W miniony weekend wilki miały zaatakować stado hodowcy z Heřmánkovic – informuje serwis hradecka.drbna.cz. Drapieżniki pokonały ogrodzenie zagrody i zagryzły dziesięć owiec. Wieś, w której doszło do ataku znajduje się tuż przy granicy z Polską na wysokości Głuszycy.
Cytowany przez portal hodowca przyznaje, że widok rozszarpanych owiec był porażający. Wilki miały ranić także bydło na sąsiednim wybiegu. Straty oszacowano na kilkadziesiąt tysięcy koron.
Dalsza część artykułu pod materiałem wideo
Zdaniem hodowców z regionu Broumov sytuacja pogarsza się z tygodnia na tydzień. Hodowcy obawiają się, że jeżeli kwestia ochrony wilków nie zostanie uporządkowana tak, aby mogli się oni bronić przed atakami, to wielu z nich czeka bankructwo.

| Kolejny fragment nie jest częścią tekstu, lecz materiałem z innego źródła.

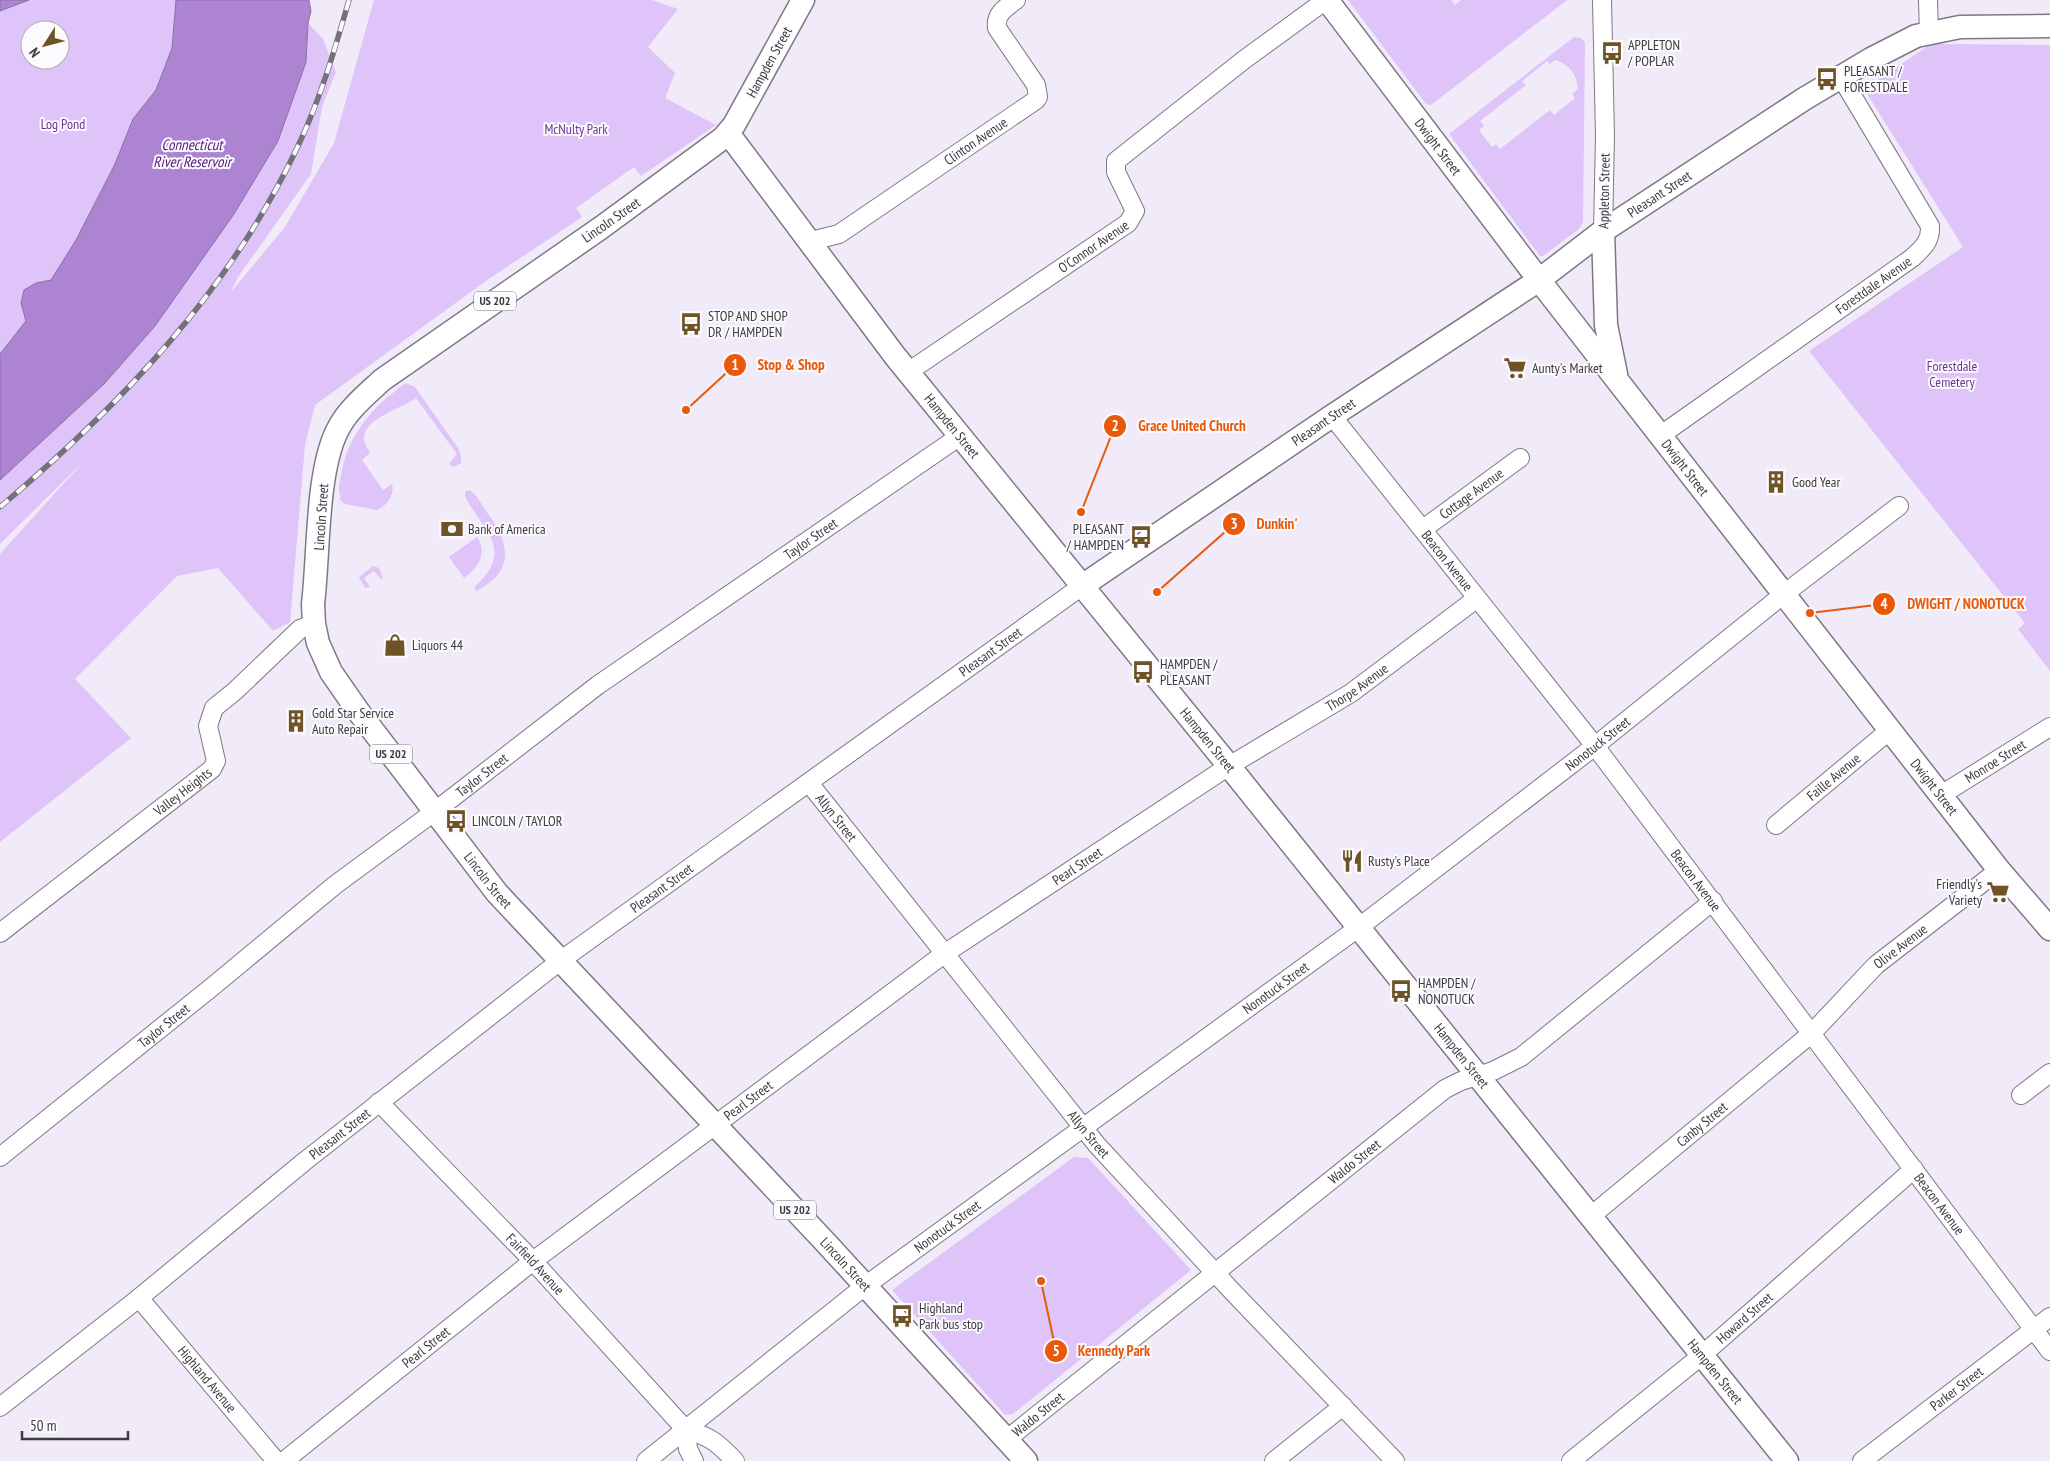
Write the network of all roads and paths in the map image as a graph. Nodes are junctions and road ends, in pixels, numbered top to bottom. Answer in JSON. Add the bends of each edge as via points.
{"nodes":[{"id":1,"x":802,"y":0,"type":"edge"},
{"id":2,"x":1016,"y":0,"type":"edge"},
{"id":3,"x":1326,"y":0,"type":"edge"},
{"id":4,"x":1602,"y":0,"type":"edge"},
{"id":5,"x":1928,"y":0,"type":"edge"},
{"id":6,"x":2050,"y":26,"type":"edge"},
{"id":7,"x":1929,"y":34,"type":"junction"},
{"id":8,"x":1841,"y":77,"type":"junction"},
{"id":9,"x":728,"y":133,"type":"junction"},
{"id":10,"x":1603,"y":231,"type":"junction"},
{"id":11,"x":811,"y":241,"type":"junction"},
{"id":12,"x":1539,"y":280,"type":"junction"},
{"id":13,"x":908,"y":372,"type":"junction"},
{"id":14,"x":1618,"y":380,"type":"junction"},
{"id":15,"x":1332,"y":416,"type":"junction"},
{"id":16,"x":1661,"y":435,"type":"junction"},
{"id":17,"x":960,"y":436,"type":"junction"},
{"id":18,"x":1520,"y":458,"type":"dead end"},
{"id":19,"x":1899,"y":506,"type":"dead end"},
{"id":20,"x":1422,"y":529,"type":"junction"},
{"id":21,"x":1082,"y":586,"type":"junction"},
{"id":22,"x":1784,"y":594,"type":"junction"},
{"id":23,"x":1476,"y":599,"type":"junction"},
{"id":24,"x":314,"y":624,"type":"junction"},
{"id":25,"x":2050,"y":727,"type":"edge"},
{"id":26,"x":1890,"y":730,"type":"junction"},
{"id":27,"x":1596,"y":746,"type":"junction"},
{"id":28,"x":1230,"y":766,"type":"junction"},
{"id":29,"x":809,"y":783,"type":"junction"},
{"id":30,"x":1941,"y":795,"type":"junction"},
{"id":31,"x":434,"y":812,"type":"junction"},
{"id":32,"x":1776,"y":825,"type":"dead end"},
{"id":33,"x":1999,"y":870,"type":"junction"},
{"id":34,"x":1713,"y":901,"type":"junction"},
{"id":35,"x":1358,"y":928,"type":"junction"},
{"id":36,"x":2050,"y":929,"type":"edge"},
{"id":37,"x":0,"y":933,"type":"edge"},
{"id":38,"x":944,"y":954,"type":"junction"},
{"id":39,"x":560,"y":961,"type":"junction"},
{"id":40,"x":1812,"y":1033,"type":"junction"},
{"id":41,"x":2050,"y":1072,"type":"edge"},
{"id":42,"x":1477,"y":1076,"type":"junction"},
{"id":43,"x":2021,"y":1095,"type":"dead end"},
{"id":44,"x":379,"y":1102,"type":"junction"},
{"id":45,"x":714,"y":1124,"type":"junction"},
{"id":46,"x":1084,"y":1129,"type":"junction"},
{"id":47,"x":0,"y":1157,"type":"edge"},
{"id":48,"x":1914,"y":1169,"type":"junction"},
{"id":49,"x":1591,"y":1216,"type":"junction"},
{"id":50,"x":533,"y":1261,"type":"junction"},
{"id":51,"x":1215,"y":1273,"type":"junction"},
{"id":52,"x":865,"y":1286,"type":"junction"},
{"id":53,"x":139,"y":1298,"type":"junction"},
{"id":54,"x":2050,"y":1317,"type":"edge"},
{"id":55,"x":2034,"y":1330,"type":"junction"},
{"id":56,"x":2050,"y":1351,"type":"edge"},
{"id":57,"x":1701,"y":1356,"type":"junction"},
{"id":58,"x":1343,"y":1406,"type":"junction"},
{"id":59,"x":0,"y":1407,"type":"edge"},
{"id":60,"x":686,"y":1430,"type":"junction"},
{"id":61,"x":1006,"y":1440,"type":"junction"},
{"id":62,"x":276,"y":1461,"type":"edge"},
{"id":63,"x":284,"y":1461,"type":"edge"},
{"id":64,"x":646,"y":1461,"type":"edge"},
{"id":65,"x":694,"y":1461,"type":"edge"},
{"id":66,"x":735,"y":1461,"type":"edge"},
{"id":67,"x":1026,"y":1461,"type":"edge"},
{"id":68,"x":1274,"y":1461,"type":"edge"},
{"id":69,"x":1395,"y":1461,"type":"edge"},
{"id":70,"x":1571,"y":1461,"type":"edge"},
{"id":71,"x":1787,"y":1461,"type":"edge"},
{"id":72,"x":1862,"y":1461,"type":"edge"}],
"edges":[{"from":1,"to":9,"type":"main road","name":"Hampden Street","number":"US 202"},
{"from":2,"to":11,"type":"street","name":"Clinton Avenue","via":[[1000,13],[996,20],[997,28],[1036,85],[1036,100],[839,234]]},
{"from":3,"to":12,"type":"main road","name":"Dwight Street"},
{"from":3,"to":13,"type":"street","name":"O'Connor Avenue","via":[[1116,161],[1116,172],[1135,211],[1128,223]]},
{"from":4,"to":10,"type":"street","name":"Appleton Street"},
{"from":5,"to":7,"type":"street"},
{"from":6,"to":7,"type":"main road","name":"Pleasant Street","via":[[1960,27]]},
{"from":7,"to":8,"type":"main road","name":"Pleasant Street","via":[[1916,36]]},
{"from":8,"to":10,"type":"main road","name":"Pleasant Street"},
{"from":8,"to":16,"type":"street","name":"Forestdale Avenue","via":[[1930,226],[1931,236],[1924,248],[1912,258]]},
{"from":9,"to":11,"type":"main road","name":"Hampden Street"},
{"from":9,"to":24,"type":"main road","name":"Lincoln Street","number":"US 202","via":[[642,199],[382,380],[351,409],[336,431],[325,468]]},
{"from":10,"to":12,"type":"main road","name":"Pleasant Street"},
{"from":10,"to":14,"type":"main road","name":"Appleton Street","via":[[1606,325]]},
{"from":11,"to":13,"type":"main road","name":"Hampden Street"},
{"from":12,"to":14,"type":"main road","name":"Dwight Street"},
{"from":12,"to":15,"type":"main road","name":"Pleasant Street"},
{"from":13,"to":17,"type":"main road","name":"Hampden Street"},
{"from":14,"to":16,"type":"main road","name":"Dwight Street"},
{"from":15,"to":20,"type":"street","name":"Beacon Avenue"},
{"from":15,"to":21,"type":"main road","name":"Pleasant Street"},
{"from":16,"to":22,"type":"main road","name":"Dwight Street"},
{"from":17,"to":21,"type":"main road","name":"Hampden Street"},
{"from":17,"to":31,"type":"street","name":"Taylor Street","via":[[598,685]]},
{"from":18,"to":20,"type":"street","name":"Cottage Avenue"},
{"from":19,"to":22,"type":"street","name":"Nonotuck Street"},
{"from":20,"to":23,"type":"street","name":"Beacon Avenue"},
{"from":21,"to":28,"type":"main road","name":"Hampden Street"},
{"from":21,"to":29,"type":"street","name":"Pleasant Street"},
{"from":22,"to":26,"type":"main road","name":"Dwight Street"},
{"from":22,"to":27,"type":"street","name":"Nonotuck Street"},
{"from":23,"to":27,"type":"street","name":"Beacon Avenue"},
{"from":23,"to":28,"type":"street","name":"Thorpe Avenue","via":[[1351,693]]},
{"from":24,"to":31,"type":"main road","name":"Lincoln Street","number":"US 202","via":[[318,643],[331,672]]},
{"from":24,"to":37,"type":"street","name":"Valley Heights","via":[[300,629],[214,708],[208,726],[216,761],[212,769]]},
{"from":25,"to":30,"type":"street","name":"Monroe Street"},
{"from":26,"to":30,"type":"main road","name":"Dwight Street"},
{"from":26,"to":32,"type":"street","name":"Faille Avenue"},
{"from":27,"to":34,"type":"street","name":"Beacon Avenue"},
{"from":27,"to":35,"type":"street","name":"Nonotuck Street"},
{"from":28,"to":35,"type":"main road","name":"Hampden Street"},
{"from":28,"to":38,"type":"street","name":"Pearl Street"},
{"from":29,"to":38,"type":"street","name":"Allyn Street"},
{"from":29,"to":39,"type":"street","name":"Pleasant Street"},
{"from":30,"to":33,"type":"main road","name":"Dwight Street"},
{"from":31,"to":39,"type":"main road","name":"Lincoln Street","number":"US 202","via":[[497,894]]},
{"from":31,"to":47,"type":"street","name":"Taylor Street","via":[[335,885]]},
{"from":33,"to":36,"type":"main road","name":"Dwight Street"},
{"from":33,"to":40,"type":"street","name":"Olive Avenue","via":[[1876,965]]},
{"from":34,"to":40,"type":"street","name":"Beacon Avenue"},
{"from":34,"to":42,"type":"street","name":"Waldo Street","via":[[1521,1057]]},
{"from":35,"to":42,"type":"main road","name":"Hampden Street"},
{"from":35,"to":46,"type":"street","name":"Nonotuck Street"},
{"from":38,"to":45,"type":"street","name":"Pearl Street"},
{"from":38,"to":46,"type":"street","name":"Allyn Street"},
{"from":39,"to":44,"type":"street","name":"Pleasant Street"},
{"from":39,"to":45,"type":"main road","name":"Lincoln Street","number":"US 202"},
{"from":40,"to":48,"type":"street","name":"Beacon Avenue"},
{"from":40,"to":49,"type":"street","name":"Canby Street"},
{"from":41,"to":43,"type":"street"},
{"from":42,"to":49,"type":"main road","name":"Hampden Street"},
{"from":42,"to":51,"type":"street","name":"Waldo Street","via":[[1445,1089]]},
{"from":44,"to":50,"type":"street","name":"Fairfield Avenue"},
{"from":44,"to":53,"type":"street","name":"Pleasant Street"},
{"from":45,"to":50,"type":"street","name":"Pearl Street"},
{"from":45,"to":52,"type":"main road","name":"Lincoln Street","number":"US 202"},
{"from":46,"to":51,"type":"street","name":"Allyn Street"},
{"from":46,"to":52,"type":"street","name":"Nonotuck Street"},
{"from":48,"to":55,"type":"street","name":"Beacon Avenue"},
{"from":48,"to":57,"type":"street","name":"Howard Street"},
{"from":49,"to":57,"type":"main road","name":"Hampden Street"},
{"from":50,"to":60,"type":"street","name":"Fairfield Avenue"},
{"from":50,"to":63,"type":"street","name":"Pearl Street"},
{"from":51,"to":58,"type":"street","name":"Allyn Street"},
{"from":51,"to":61,"type":"street","name":"Waldo Street"},
{"from":52,"to":60,"type":"street","name":"Nonotuck Street"},
{"from":52,"to":61,"type":"main road","name":"Lincoln Street","number":"US 202"},
{"from":53,"to":59,"type":"street","name":"Pleasant Street"},
{"from":53,"to":62,"type":"street","name":"Highland Avenue"},
{"from":54,"to":55,"type":"street","name":"Parker Street"},
{"from":55,"to":56,"type":"street","name":"Beacon Avenue"},
{"from":55,"to":72,"type":"street","name":"Parker Street"},
{"from":57,"to":70,"type":"street","name":"Howard Street"},
{"from":57,"to":71,"type":"main road","name":"Hampden Street"},
{"from":58,"to":68,"type":"street"},
{"from":58,"to":69,"type":"street","name":"Allyn Street"},
{"from":60,"to":64,"type":"street","name":"Nonotuck Street"},
{"from":60,"to":65,"type":"street","via":[[688,1449]]},
{"from":60,"to":66,"type":"street","name":"Fairfield Avenue","via":[[706,1435]]},
{"from":61,"to":67,"type":"main road","name":"Lincoln Street","number":"US 202"}]}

Warto pamiętać o tym, że czescy hodowcy mogą liczyć na odszkodowania za zwierzęta zagryzione przez wilki.
Przypomnijmy, rok temu do podobnego ataku doszło na hodowlę w Łącznej koło Mieroszowa. Zginęło wówczas osiem zwierząt, pięć danieli i trzy jelenie barasinga. Ślady wokół zagrody i sposób ataku wskazywał także na wilki.

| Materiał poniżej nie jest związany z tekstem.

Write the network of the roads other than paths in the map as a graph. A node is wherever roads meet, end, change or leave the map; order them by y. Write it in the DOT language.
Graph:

Wilki obserwowane są w okolicach Wałbrzycha od kilku lat. Kilka dni temu pisaliśmy o czterech młodych osobnikach, które zarejestrowała fotopułapka. Te wilki to prawdopodobnie jedna z dwóch watah mieszkających w naszym regionie. Niewykluczone, że w Polsce pojawiają się także wilki, które na co dzień mieszkają u naszego południowego sąsiada. Nie wiadomo jednak ile watah do tej pory udało się zaobserwować w Czechach.